◆ Items listed in a dataset:

**********

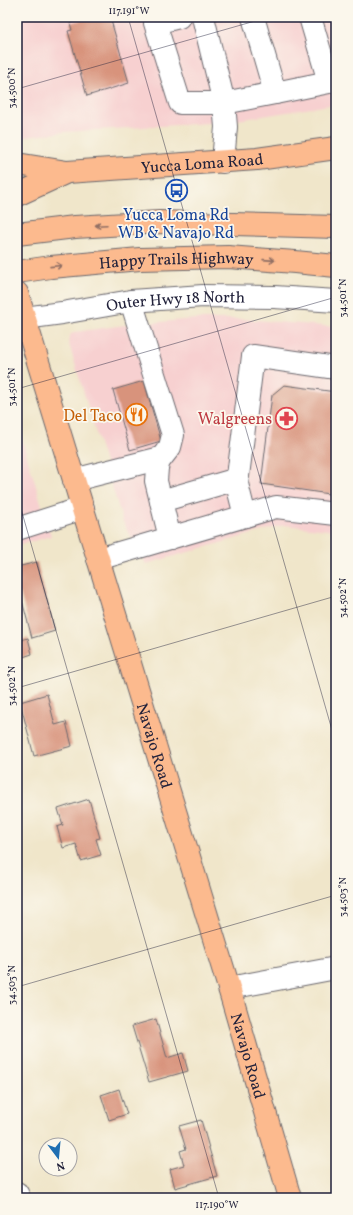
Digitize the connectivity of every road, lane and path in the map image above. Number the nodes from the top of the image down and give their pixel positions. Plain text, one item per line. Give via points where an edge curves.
1 (179, 17) edge
2 (203, 17) edge
3 (253, 17) edge
4 (310, 17) edge
5 (154, 20) edge
6 (332, 81) edge
7 (275, 93) junction
8 (224, 103) junction
9 (336, 148) edge
10 (223, 162) junction
11 (17, 164) edge
12 (67, 172) junction
13 (17, 195) edge
14 (336, 227) edge
15 (17, 234) edge
16 (336, 266) edge
17 (17, 272) edge
18 (17, 293) edge
19 (131, 301) junction
20 (336, 301) edge
21 (21, 318) edge
22 (336, 368) edge
23 (161, 458) junction
24 (237, 478) junction
25 (74, 480) junction
26 (162, 501) junction
27 (336, 501) edge
28 (276, 507) junction
29 (83, 508) junction
30 (336, 514) edge
31 (245, 516) junction
32 (17, 527) edge
33 (170, 538) junction
34 (98, 559) junction
35 (336, 968) edge
36 (229, 988) junction
37 (17, 1192) edge
38 (19, 1198) edge
39 (290, 1198) edge

1 - 5 street
2 - 8 street
3 - 7 street
4 - 6 street
5 - 8 street via 180,103
6 - 7 street
7 - 8 street
8 - 10 street via 226,127
9 - 10 main road, Yucca Loma Road via 257,160
10 - 12 main road, Yucca Loma Road
11 - 12 main road
12 - 13 main road
14 -> 15 main road via 160,222 75,227
17 -> 16 main road, Happy Trails Highway via 140,259 212,258
18 - 21 main road, Navajo Road
19 - 20 street, Outer Hwy 18 North via 203,296
19 - 21 street, Outer Hwy 18 North
19 - 23 street via 172,435 170,447
21 - 25 main road, Navajo Road
22 - 24 street via 253,356
23 - 25 street
23 - 26 street via 156,481
24 - 26 street
24 - 31 street via 236,484
25 - 29 main road, Navajo Road
26 - 33 street
27 - 28 street via 285,496
28 - 30 street
28 - 31 street
29 - 32 street
29 - 34 main road, Navajo Road
31 - 33 street
33 - 34 street
34 - 36 main road, Navajo Road
35 - 36 street
36 - 39 main road, Navajo Road
37 - 38 street

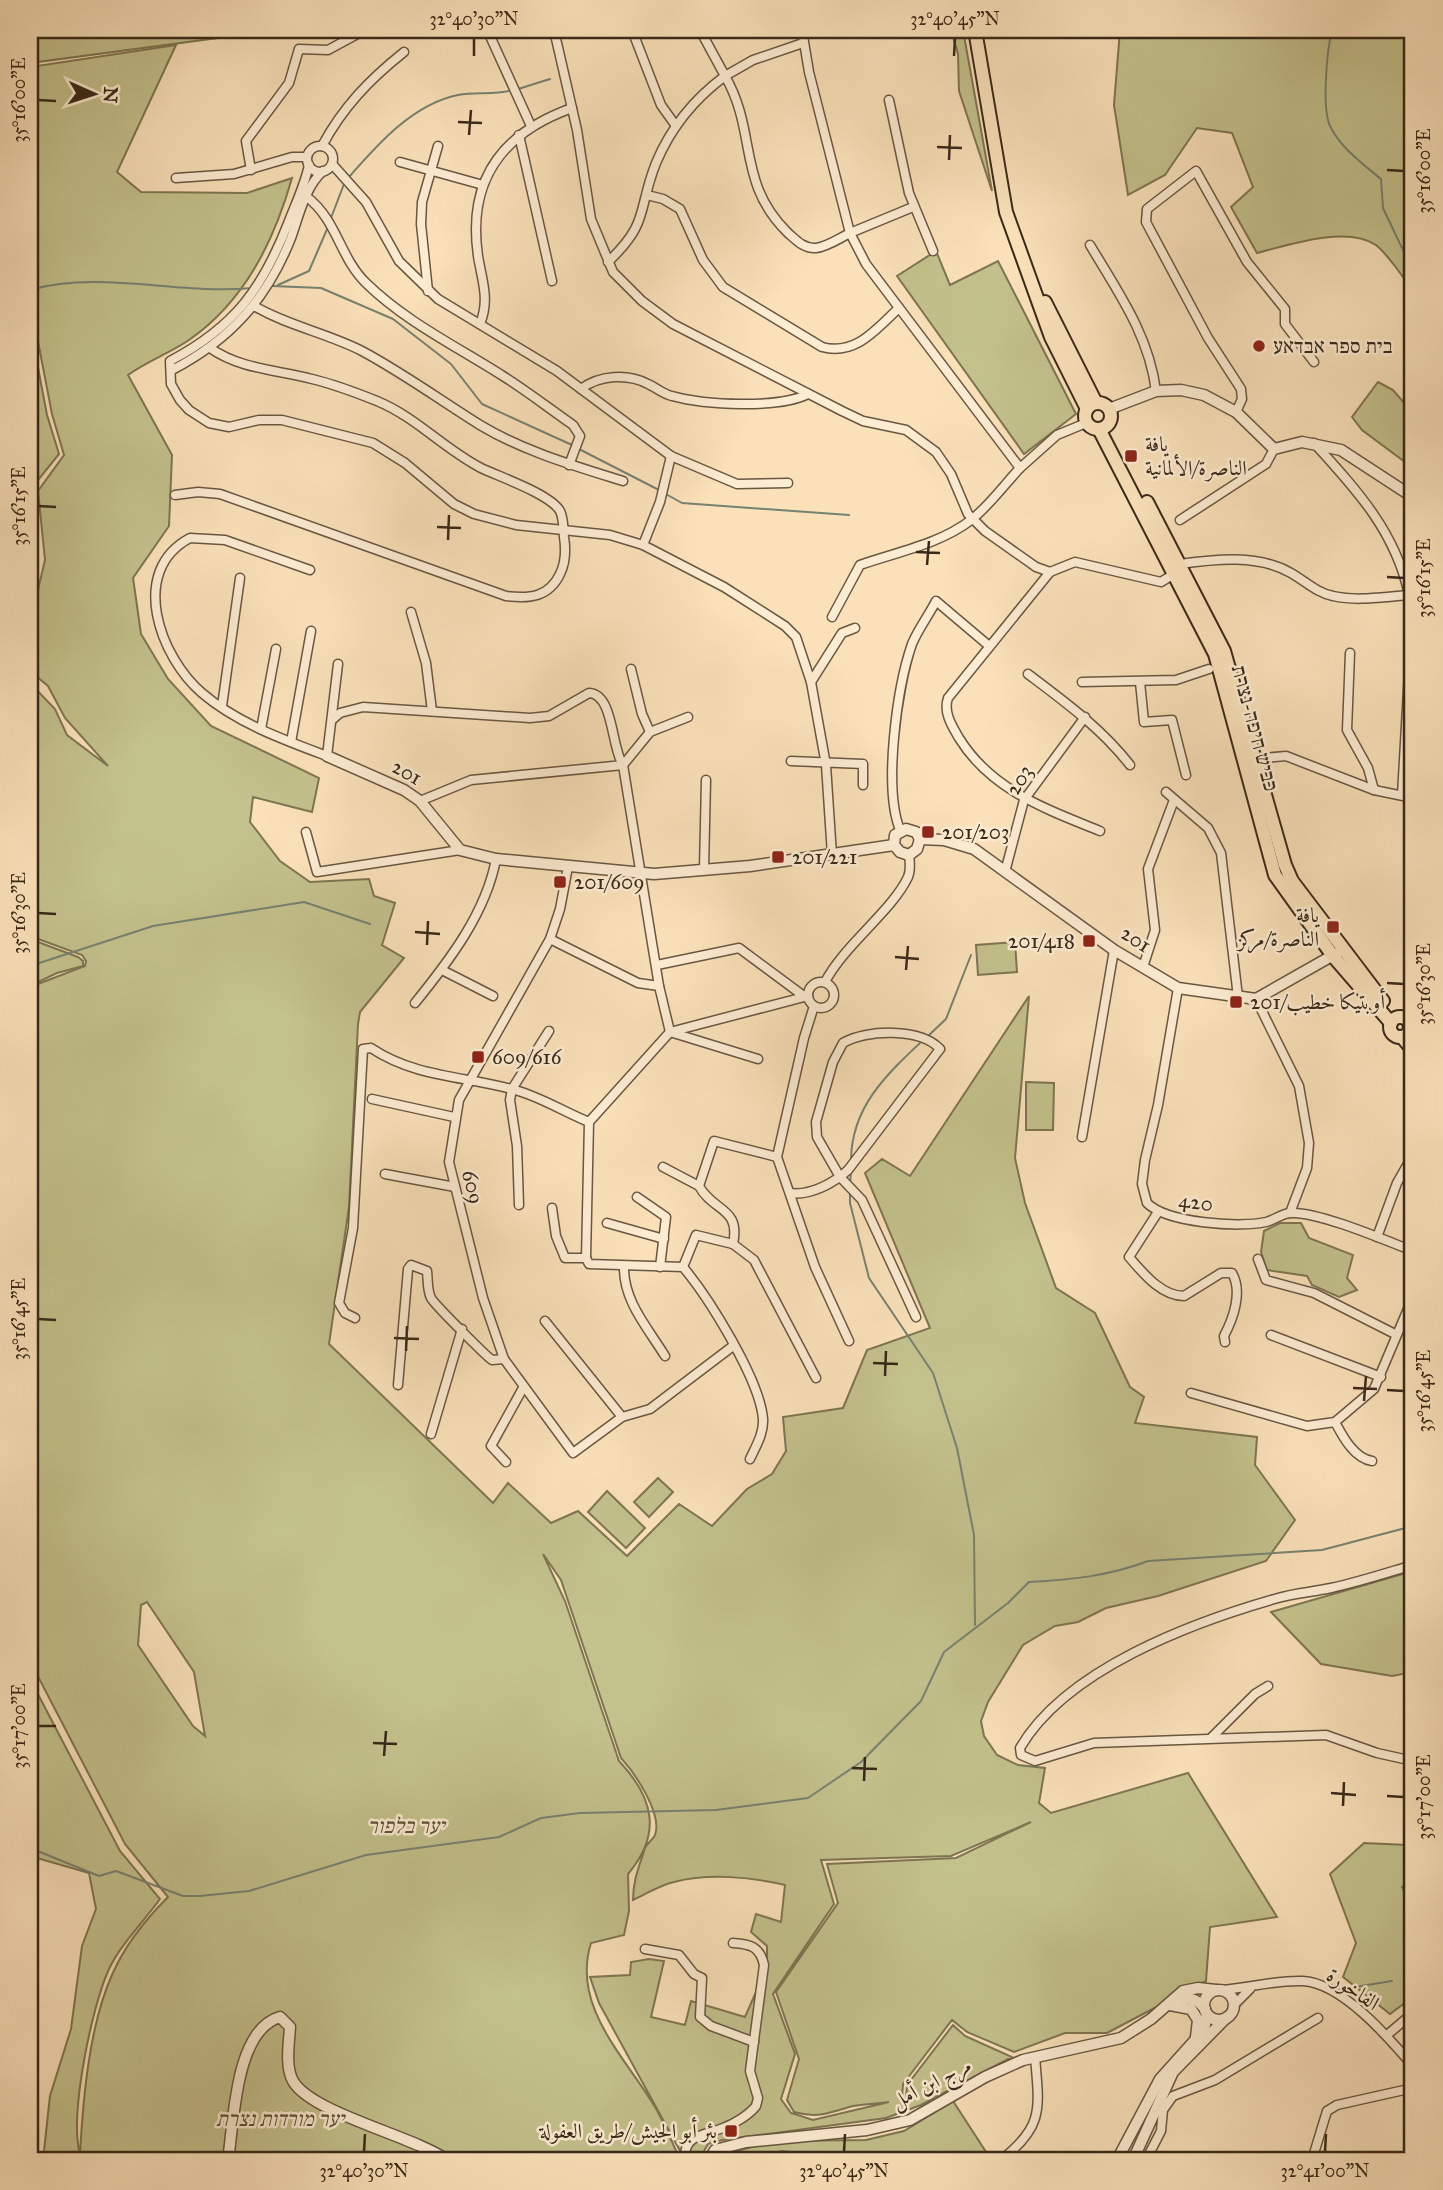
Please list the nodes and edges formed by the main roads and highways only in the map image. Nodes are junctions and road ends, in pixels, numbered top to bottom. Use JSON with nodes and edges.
{"nodes":[{"id":1,"x":975,"y":30,"type":"edge"},
{"id":2,"x":1092,"y":406,"type":"junction"},
{"id":3,"x":1103,"y":427,"type":"junction"},
{"id":4,"x":1405,"y":1026,"type":"edge"},
{"id":5,"x":1413,"y":1050,"type":"edge"}],
"edges":[{"from":1,"to":2,"type":"highway"},
{"from":2,"to":3,"type":"highway"},
{"from":2,"to":3,"type":"highway"},
{"from":3,"to":4,"type":"highway","name":"כביש חיפה-נצרת"},
{"from":4,"to":5,"type":"highway","name":"כביש חיפה-נצרת"}]}
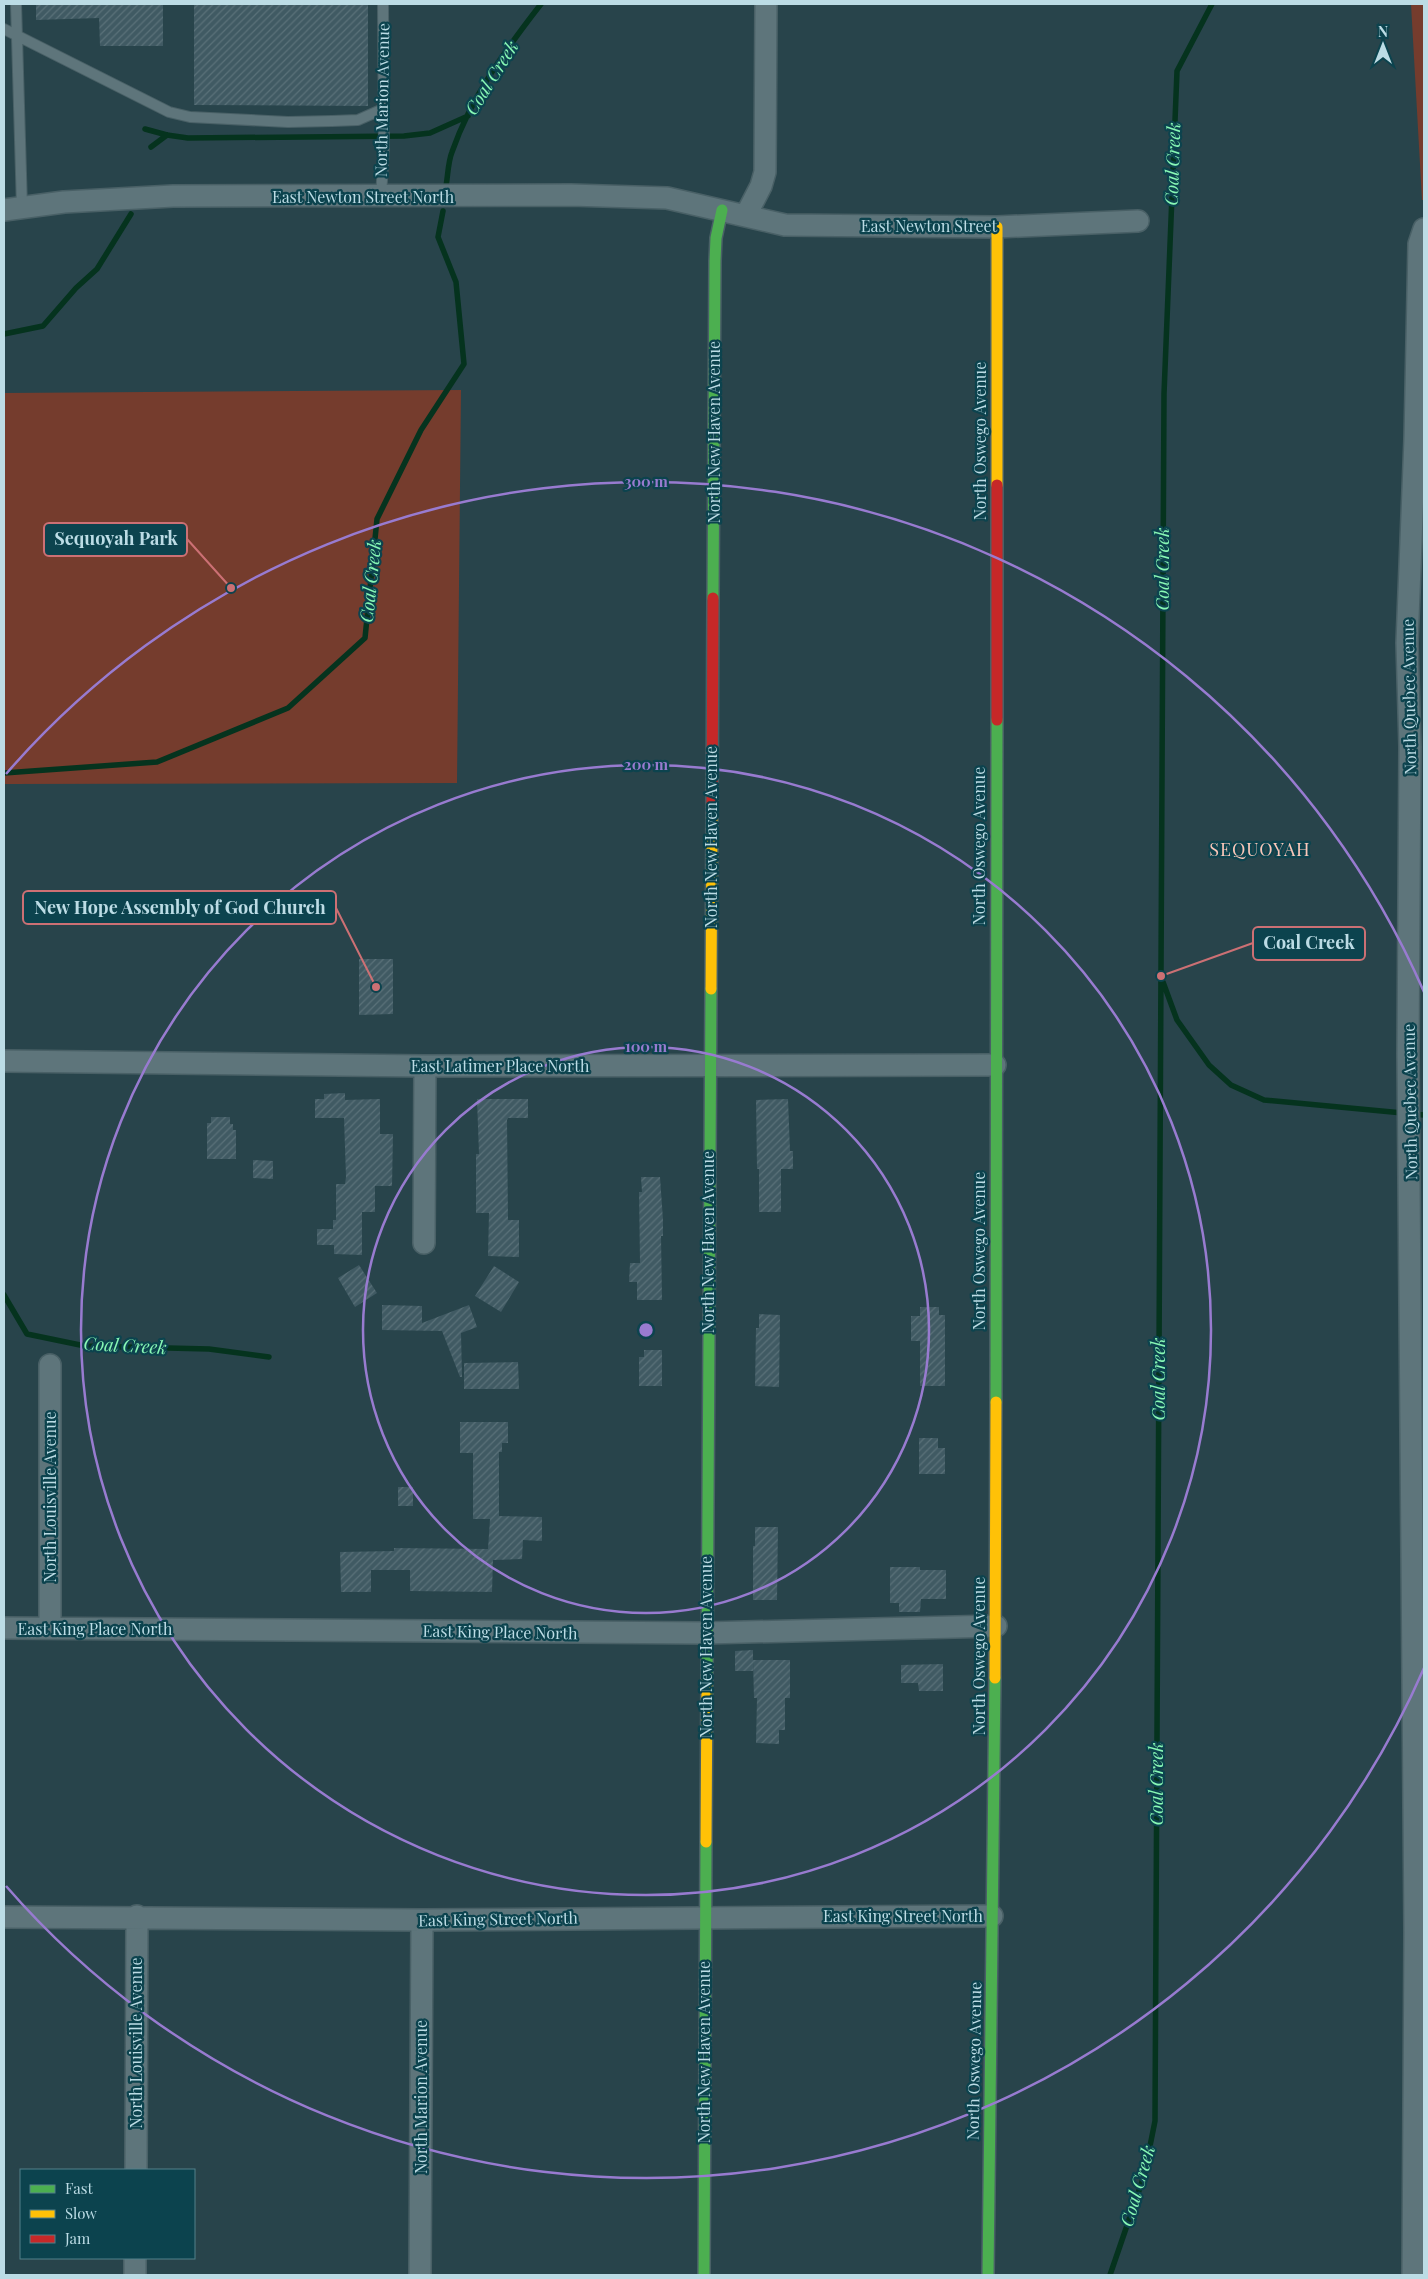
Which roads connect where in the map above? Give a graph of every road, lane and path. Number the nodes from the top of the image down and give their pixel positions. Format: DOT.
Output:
graph roads {
  1 [pos="16,4"];
  2 [pos="383,4"];
  3 [pos="766,4"];
  4 [pos="4,30"];
  5 [pos="17,37"];
  6 [pos="384,109"];
  7 [pos="381,197"];
  8 [pos="13,209"];
  9 [pos="722,210"];
  10 [pos="746,215"];
  11 [pos="1138,221"];
  12 [pos="996,226"];
  13 [pos="1424,229"];
  14 [pos="1417,745"];
  15 [pos="4,1061"];
  16 [pos="995,1065"];
  17 [pos="425,1066"];
  18 [pos="709,1066"];
  19 [pos="424,1243"];
  20 [pos="50,1365"];
  21 [pos="996,1626"];
  22 [pos="4,1628"];
  23 [pos="50,1628"];
  24 [pos="706,1634"];
  25 [pos="137,1916"];
  26 [pos="992,1916"];
  27 [pos="4,1917"];
  28 [pos="705,1917"];
  29 [pos="422,1920"];
  30 [pos="1420,1933"];
  31 [pos="136,2169"];
  32 [pos="136,2259"];
  33 [pos="135,2275"];
  34 [pos="420,2275"];
  35 [pos="704,2275"];
  36 [pos="988,2275"];
  37 [pos="1413,2275"];
  1 -- 5 [label="lane"];
  2 -- 6 [label="lane, North Marion Avenue"];
  3 -- 10 [label="street"];
  4 -- 5 [label="lane"];
  5 -- 6 [label="lane"];
  5 -- 8 [label="lane"];
  6 -- 7 [label="lane, North Marion Avenue"];
  7 -- 8 [label="street, East Newton Street North"];
  7 -- 9 [label="street, East Newton Street North"];
  9 -- 10 [label="street, East Newton Street"];
  9 -- 18 [label="street, North New Haven Avenue"];
  10 -- 12 [label="street, East Newton Street"];
  11 -- 12 [label="street, East Newton Street"];
  12 -- 16 [label="street, North Oswego Avenue"];
  13 -- 14 [label="street, North Quebec Avenue"];
  14 -- 30 [label="street, North Quebec Avenue"];
  15 -- 17 [label="street, East Latimer Place North"];
  16 -- 18 [label="street, East Latimer Place North"];
  16 -- 21 [label="street, North Oswego Avenue"];
  17 -- 18 [label="street, East Latimer Place North"];
  17 -- 19 [label="street"];
  18 -- 24 [label="street, North New Haven Avenue"];
  20 -- 23 [label="street, North Louisville Avenue"];
  21 -- 24 [label="street, East King Place North"];
  21 -- 26 [label="street, North Oswego Avenue"];
  22 -- 23 [label="street, East King Place North"];
  23 -- 24 [label="street, East King Place North"];
  24 -- 28 [label="street, North New Haven Avenue"];
  25 -- 27 [label="street, East King Street North"];
  25 -- 29 [label="street, East King Street North"];
  25 -- 31 [label="street, North Louisville Avenue"];
  26 -- 28 [label="street, East King Street North"];
  26 -- 36 [label="street, North Oswego Avenue"];
  28 -- 29 [label="street, East King Street North"];
  28 -- 35 [label="street, North New Haven Avenue"];
  29 -- 34 [label="street, North Marion Avenue"];
  30 -- 37 [label="street, North Quebec Avenue"];
  32 -- 33 [label="street"];
}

**********

◆ PROBLEM TO WORK ON: Find every line in the records that contains the word "Outer"; copy those lines.

◆ SOLUTION TO THIS PROBLEM:
19 - 20 street, Outer Hwy 18 North via 203,296
19 - 21 street, Outer Hwy 18 North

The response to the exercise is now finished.